O Departamento de Investigações sobre Narcóticos (Denarc) da Polícia Civil de São Paulo revelou neste sábado (18) que o doleiro Victor Shimada, sancionado pelo governo dos Estados Unidos, utilizou empresas e contas no Banco Master para lavar recursos do Primeiro Comando da Capital (PCC).
A investigação, conduzida no âmbito da Operação Saturno, aponta que o esquema movimentou R$ 49 bilhões, segundo o Denarc — valor que contrasta com os R$ 10 bilhões citados pela Polícia Federal em apuração paralela. A discrepância entre os montantes ainda não foi esclarecida pelas autoridades.
O Banco Master não se manifestou sobre o caso até a publicação desta reportagem.
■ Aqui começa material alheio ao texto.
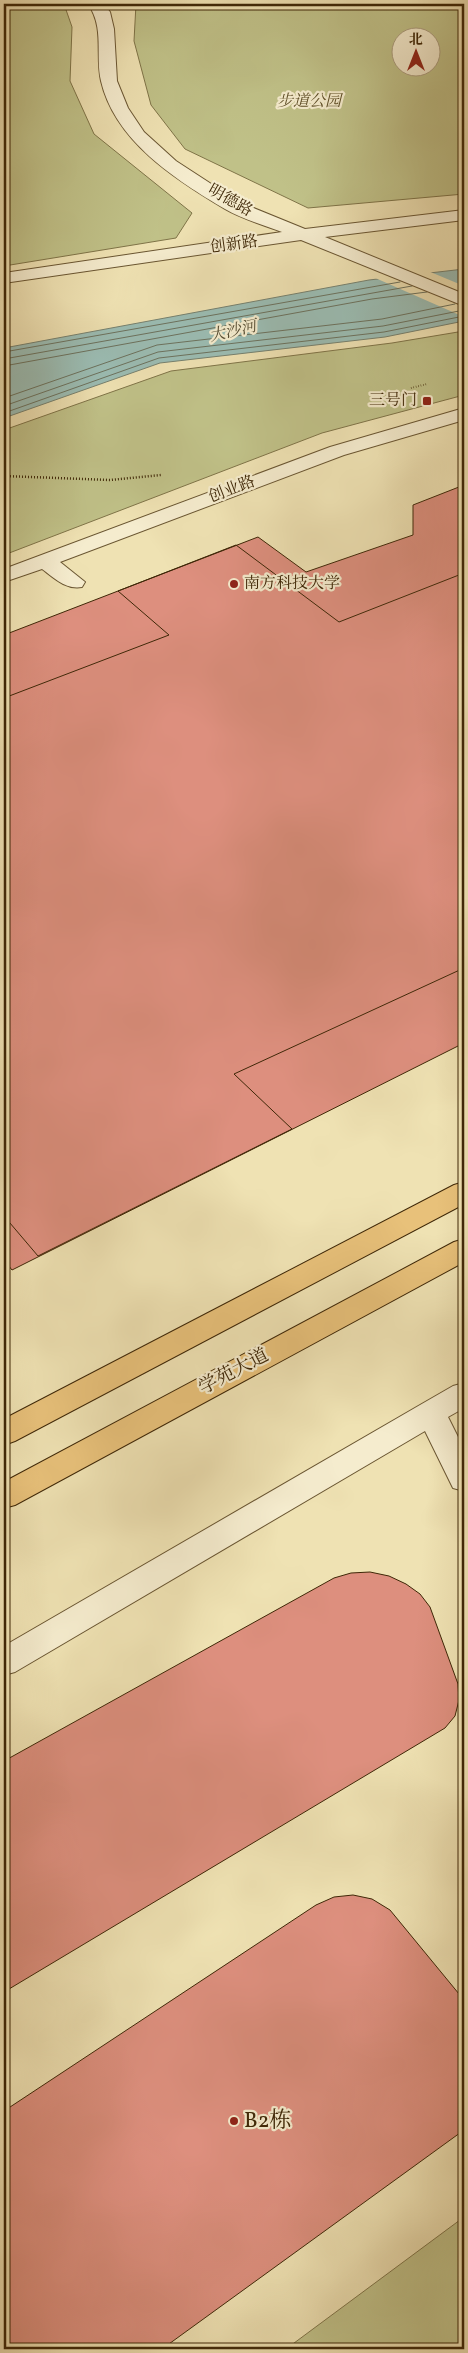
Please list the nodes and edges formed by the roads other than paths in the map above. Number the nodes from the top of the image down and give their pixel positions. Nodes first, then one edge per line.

A representação da PF que embasou a Operação Exchange, deflagrada em 3 de julho, menciona o PCC apenas uma vez, sem detalhar vínculos diretos dos alvos com a facção — alegação que, no entanto, serviu de base para as sanções americanas.
Histórico de fraudes e sanções internacionais
Victor Shimada já havia sido condenado pela Justiça brasileira por fraude eletrônica e lavagem de dinheiro em esquema que envolveu o Banco Votorantim (atual BV). Em 1º de julho, o Departamento do Tesouro dos EUA impôs sanções financeiras contra ele, apontando-o como principal operador financeiro do PCC no exterior. Dois dias depois, a Polícia Federal deflagrou a Operação Exchange e prendeu uma secretária do grupo.
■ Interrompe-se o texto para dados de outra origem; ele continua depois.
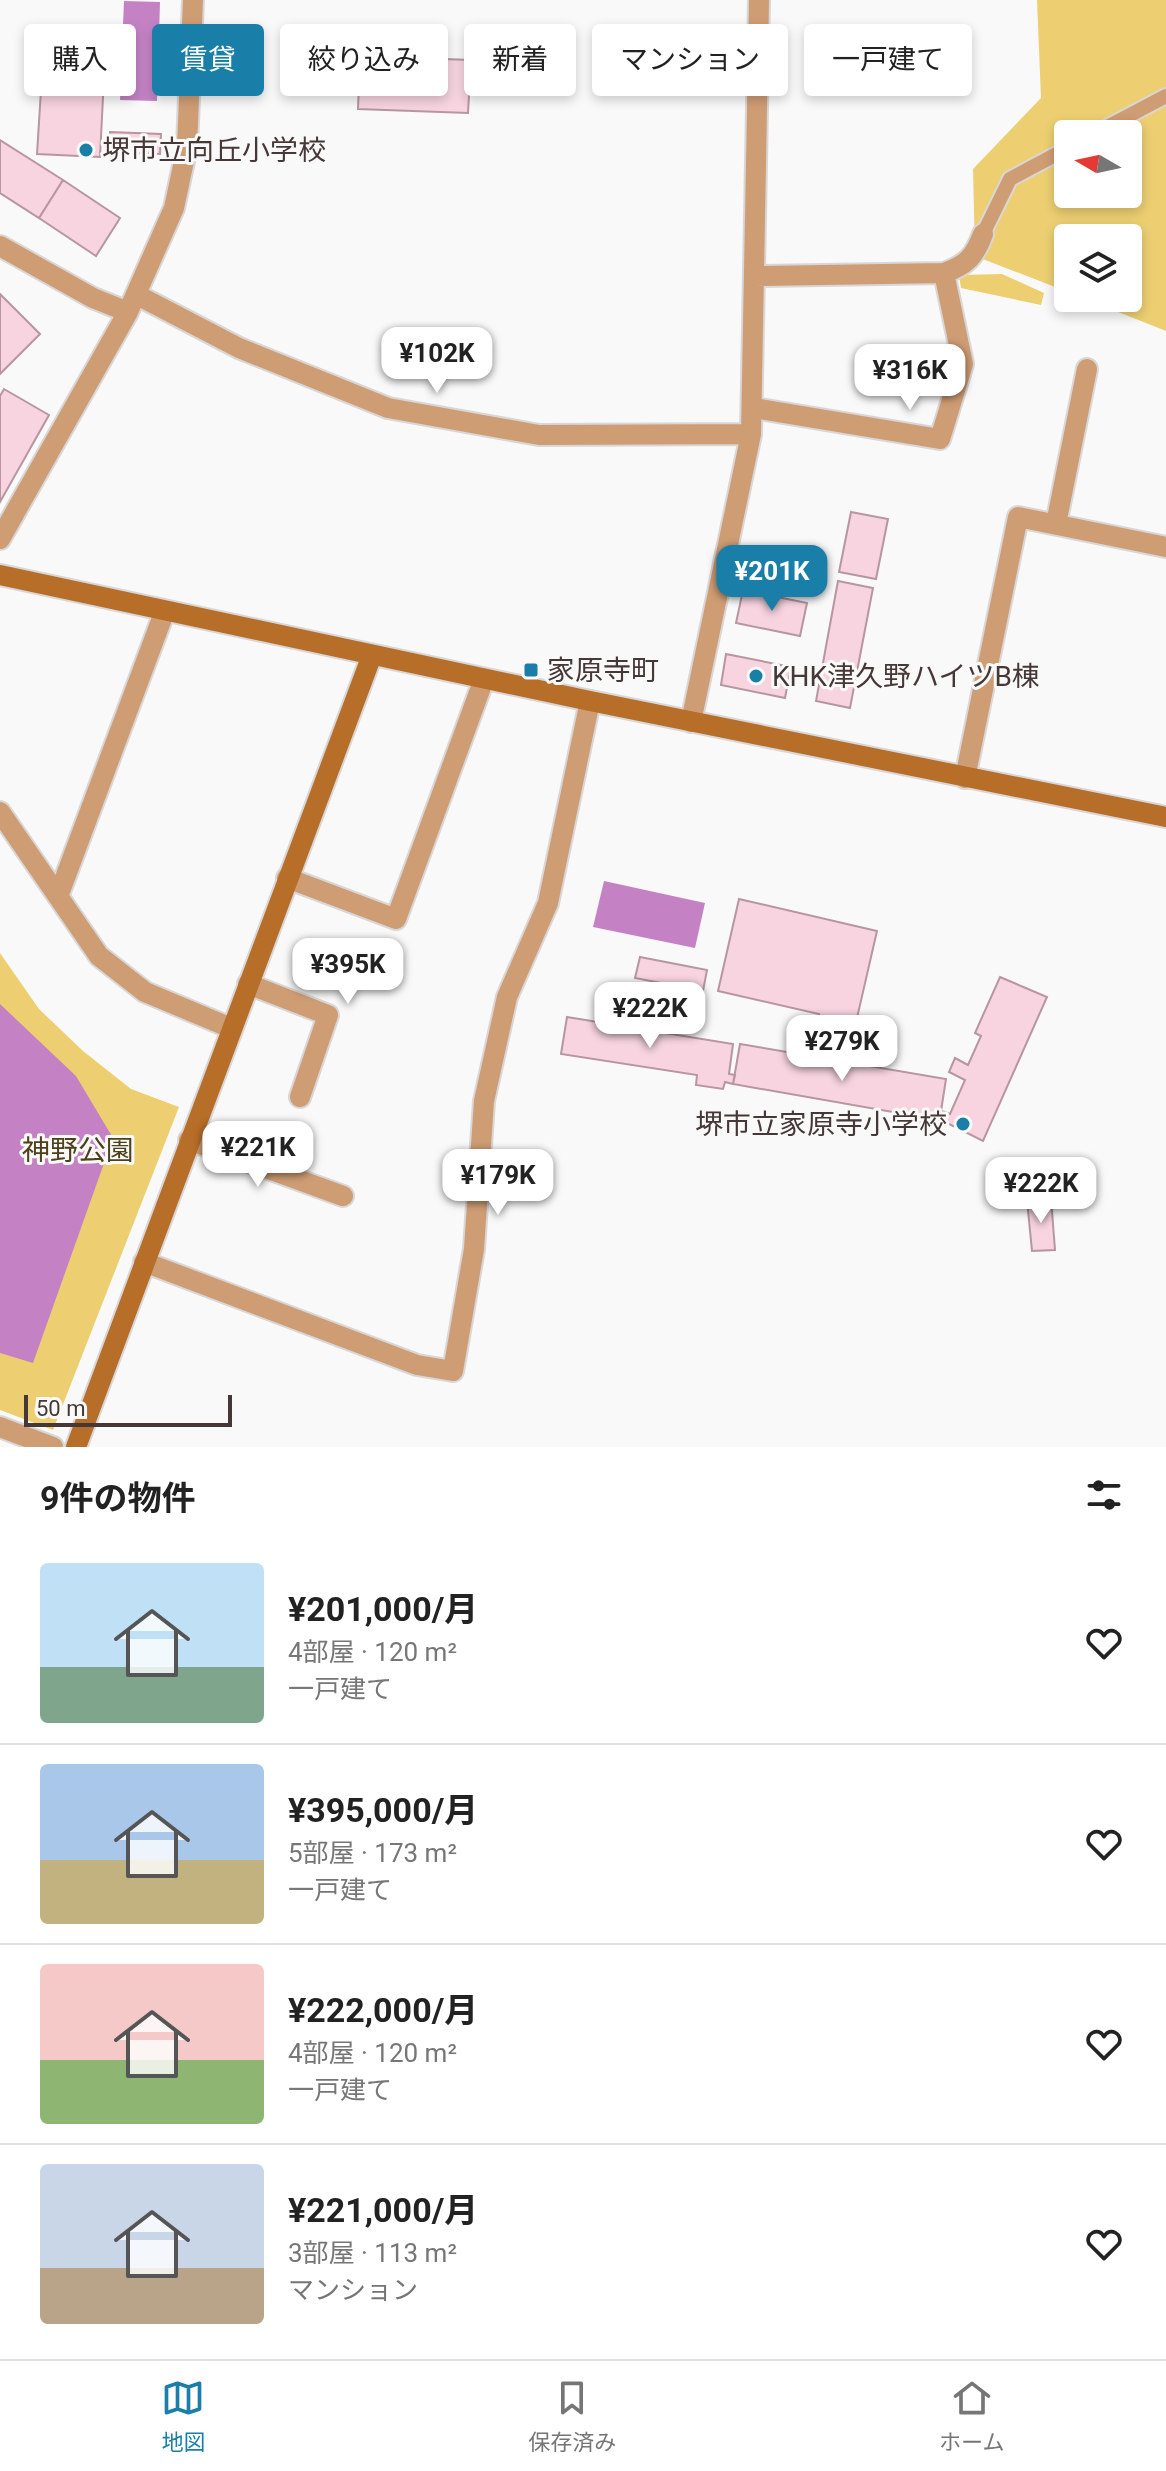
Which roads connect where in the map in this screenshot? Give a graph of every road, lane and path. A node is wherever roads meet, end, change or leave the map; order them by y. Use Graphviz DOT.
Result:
graph roads {
  1 [pos="193,0"];
  2 [pos="759,0"];
  3 [pos="1166,96"];
  4 [pos="1121,120"];
  5 [pos="1054,155"];
  6 [pos="983,234"];
  7 [pos="0,246"];
  8 [pos="944,273"];
  9 [pos="756,276"];
  10 [pos="132,303"];
  11 [pos="1087,369"];
  12 [pos="754,408"];
  13 [pos="751,434"];
  14 [pos="1056,524"];
  15 [pos="0,539"];
  16 [pos="1166,547"];
  17 [pos="0,575"];
  18 [pos="164,613"];
  19 [pos="372,655"];
  20 [pos="484,679"];
  21 [pos="590,701"];
  22 [pos="691,722"];
  23 [pos="965,778"];
  24 [pos="0,812"];
  25 [pos="1166,817"];
  26 [pos="287,878"];
  27 [pos="59,894"];
  28 [pos="248,984"];
  29 [pos="231,1028"];
  30 [pos="300,1097"];
  31 [pos="189,1140"];
  32 [pos="343,1196"];
  33 [pos="144,1262"];
  34 [pos="0,1427"];
  35 [pos="53,1447"];
  36 [pos="76,1447"];
  1 -- 10 [label="street"];
  2 -- 9 [label="street"];
  3 -- 4 [label="lane"];
  5 -- 6 [label="lane"];
  6 -- 8 [label="street"];
  7 -- 10 [label="street"];
  8 -- 9 [label="street"];
  8 -- 12 [label="street"];
  9 -- 12 [label="street"];
  10 -- 13 [label="street"];
  10 -- 15 [label="street"];
  11 -- 14 [label="street"];
  12 -- 13 [label="street"];
  13 -- 22 [label="street"];
  14 -- 16 [label="street"];
  14 -- 23 [label="street"];
  17 -- 18 [label="street"];
  18 -- 19 [label="street"];
  18 -- 27 [label="street"];
  19 -- 20 [label="street"];
  19 -- 26 [label="street"];
  20 -- 21 [label="street"];
  20 -- 26 [label="street"];
  21 -- 22 [label="street"];
  21 -- 33 [label="street"];
  22 -- 23 [label="street"];
  23 -- 25 [label="street"];
  24 -- 27 [label="street"];
  26 -- 28 [label="street"];
  27 -- 29 [label="street"];
  28 -- 29 [label="street"];
  28 -- 30 [label="street"];
  29 -- 31 [label="street"];
  31 -- 32 [label="street"];
  31 -- 33 [label="street"];
  33 -- 36 [label="street"];
  34 -- 35 [label="street"];
}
As sanções americanas, impostas pelo Escritório de Controle de Ativos Estrangeiros (OFAC), incluíram Shimada e outras pessoas físicas e jurídicas. A medida bloqueia bens nos EUA e proíbe transações com cidadãos americanos. A ação do Denarc, iniciada em julho de 2025, demonstra o alinhamento entre órgãos de inteligência americanos e polícias brasileiras no combate ao braço financeiro da facção.
A revelação amplia o cerco contra a lavagem de dinheiro do PCC, que na última quarta-feira (15) levou a PF a mirar uma rede que movimentou R$ 100 milhões para a facção, conforme mostrou o PIRANOT.
O esquema e a divergência de cifras
De acordo com o relatório do Denarc, as empresas ligadas a Shimada e contas no Banco Master funcionavam como “bolsões” para escoamento de recursos ilícitos. A investigação identificou 73 empresas envolvidas, entre reais e de fachada, que teriam movimentado R$ 49 bilhões. Já a Polícia Federal, em sua apuração, estima o volume em R$ 10 bilhões.
A diferença de R$ 39 bilhões entre os levantamentos não foi explicada. O Denarc não detalhou a metodologia de cálculo, e a PF não se pronunciou sobre a nova cifra. A defesa de Shimada nega que ele atue como operador do PCC e afirma que as acusações são infundadas.
Próximos passos e lacunas
Até o momento, não há decisão judicial que determine o bloqueio de contas do Banco Master ou o indiciamento de seus executivos. O Ministério Público ainda não se manifestou se abrirá investigação própria a partir do relatório do Denarc. A Polícia Civil informou que o caso segue sob sigilo.
A ausência de uma manifestação detalhada do banco e a falta de uniformidade nos números mantêm em aberto a dimensão exata do esquema e o grau de envolvimento da instituição financeira. A reportagem questionou o Banco Master e aguarda retorno. O Denarc não informou se há mandados de prisão adicionais ou novas fases da operação previstas.